Task requirements:
Each record that follows must be reproduced exactly.

[Data excerpts]
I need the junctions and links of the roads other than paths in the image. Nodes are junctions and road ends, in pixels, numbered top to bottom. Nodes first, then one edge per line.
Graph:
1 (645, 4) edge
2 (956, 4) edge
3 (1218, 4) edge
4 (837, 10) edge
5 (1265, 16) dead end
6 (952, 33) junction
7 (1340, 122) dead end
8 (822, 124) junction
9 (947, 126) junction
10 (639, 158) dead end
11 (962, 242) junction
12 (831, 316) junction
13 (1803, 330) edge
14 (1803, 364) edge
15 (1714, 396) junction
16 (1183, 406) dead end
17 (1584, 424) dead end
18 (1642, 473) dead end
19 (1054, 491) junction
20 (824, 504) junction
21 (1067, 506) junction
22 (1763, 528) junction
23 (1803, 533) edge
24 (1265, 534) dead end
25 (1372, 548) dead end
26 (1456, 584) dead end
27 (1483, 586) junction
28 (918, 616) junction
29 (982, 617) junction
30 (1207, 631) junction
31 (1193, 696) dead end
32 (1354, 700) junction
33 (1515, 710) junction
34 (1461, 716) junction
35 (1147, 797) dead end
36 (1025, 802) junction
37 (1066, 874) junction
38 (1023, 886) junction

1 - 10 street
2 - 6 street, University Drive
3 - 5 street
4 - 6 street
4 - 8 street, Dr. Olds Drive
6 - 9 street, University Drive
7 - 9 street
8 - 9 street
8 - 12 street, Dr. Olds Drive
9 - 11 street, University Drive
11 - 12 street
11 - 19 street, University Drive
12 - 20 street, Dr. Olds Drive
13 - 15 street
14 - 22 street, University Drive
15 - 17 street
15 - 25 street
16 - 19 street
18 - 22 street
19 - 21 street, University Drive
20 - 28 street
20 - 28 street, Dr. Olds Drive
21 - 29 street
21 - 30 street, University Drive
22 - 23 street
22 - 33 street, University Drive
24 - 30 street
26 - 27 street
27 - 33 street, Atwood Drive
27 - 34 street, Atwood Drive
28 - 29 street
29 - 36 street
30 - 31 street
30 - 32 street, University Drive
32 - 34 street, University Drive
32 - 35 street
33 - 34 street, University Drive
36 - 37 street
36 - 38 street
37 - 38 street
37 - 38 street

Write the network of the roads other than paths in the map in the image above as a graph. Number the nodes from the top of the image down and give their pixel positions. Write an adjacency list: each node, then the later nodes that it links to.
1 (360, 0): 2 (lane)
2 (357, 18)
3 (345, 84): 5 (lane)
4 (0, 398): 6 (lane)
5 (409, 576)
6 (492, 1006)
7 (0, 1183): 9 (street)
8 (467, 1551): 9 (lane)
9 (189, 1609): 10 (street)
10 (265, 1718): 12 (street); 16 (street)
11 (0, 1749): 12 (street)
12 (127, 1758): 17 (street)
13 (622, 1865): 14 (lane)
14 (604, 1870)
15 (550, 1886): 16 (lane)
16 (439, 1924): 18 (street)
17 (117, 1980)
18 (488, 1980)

Exercise output:
I need the junctions and links of the roads other than paths in the image. Nodes are junctions and road ends, in pixels, numbered top to bottom. Nodes first, then one edge per line.
Graph:
1 (645, 4) edge
2 (956, 4) edge
3 (1218, 4) edge
4 (837, 10) edge
5 (1265, 16) dead end
6 (952, 33) junction
7 (1340, 122) dead end
8 (822, 124) junction
9 (947, 126) junction
10 (639, 158) dead end
11 (962, 242) junction
12 (831, 316) junction
13 (1803, 330) edge
14 (1803, 364) edge
15 (1714, 396) junction
16 (1183, 406) dead end
17 (1584, 424) dead end
18 (1642, 473) dead end
19 (1054, 491) junction
20 (824, 504) junction
21 (1067, 506) junction
22 (1763, 528) junction
23 (1803, 533) edge
24 (1265, 534) dead end
25 (1372, 548) dead end
26 (1456, 584) dead end
27 (1483, 586) junction
28 (918, 616) junction
29 (982, 617) junction
30 (1207, 631) junction
31 (1193, 696) dead end
32 (1354, 700) junction
33 (1515, 710) junction
34 (1461, 716) junction
35 (1147, 797) dead end
36 (1025, 802) junction
37 (1066, 874) junction
38 (1023, 886) junction

1 - 10 street
2 - 6 street, University Drive
3 - 5 street
4 - 6 street
4 - 8 street, Dr. Olds Drive
6 - 9 street, University Drive
7 - 9 street
8 - 9 street
8 - 12 street, Dr. Olds Drive
9 - 11 street, University Drive
11 - 12 street
11 - 19 street, University Drive
12 - 20 street, Dr. Olds Drive
13 - 15 street
14 - 22 street, University Drive
15 - 17 street
15 - 25 street
16 - 19 street
18 - 22 street
19 - 21 street, University Drive
20 - 28 street
20 - 28 street, Dr. Olds Drive
21 - 29 street
21 - 30 street, University Drive
22 - 23 street
22 - 33 street, University Drive
24 - 30 street
26 - 27 street
27 - 33 street, Atwood Drive
27 - 34 street, Atwood Drive
28 - 29 street
29 - 36 street
30 - 31 street
30 - 32 street, University Drive
32 - 34 street, University Drive
32 - 35 street
33 - 34 street, University Drive
36 - 37 street
36 - 38 street
37 - 38 street
37 - 38 street

Write the network of the roads other than paths in the map in the image above as a graph. Number the nodes from the top of the image down and give their pixel positions. Write an adjacency list: each node, then the later nodes that it links to.
1 (360, 0): 2 (lane)
2 (357, 18)
3 (345, 84): 5 (lane)
4 (0, 398): 6 (lane)
5 (409, 576)
6 (492, 1006)
7 (0, 1183): 9 (street)
8 (467, 1551): 9 (lane)
9 (189, 1609): 10 (street)
10 (265, 1718): 12 (street); 16 (street)
11 (0, 1749): 12 (street)
12 (127, 1758): 17 (street)
13 (622, 1865): 14 (lane)
14 (604, 1870)
15 (550, 1886): 16 (lane)
16 (439, 1924): 18 (street)
17 (117, 1980)
18 (488, 1980)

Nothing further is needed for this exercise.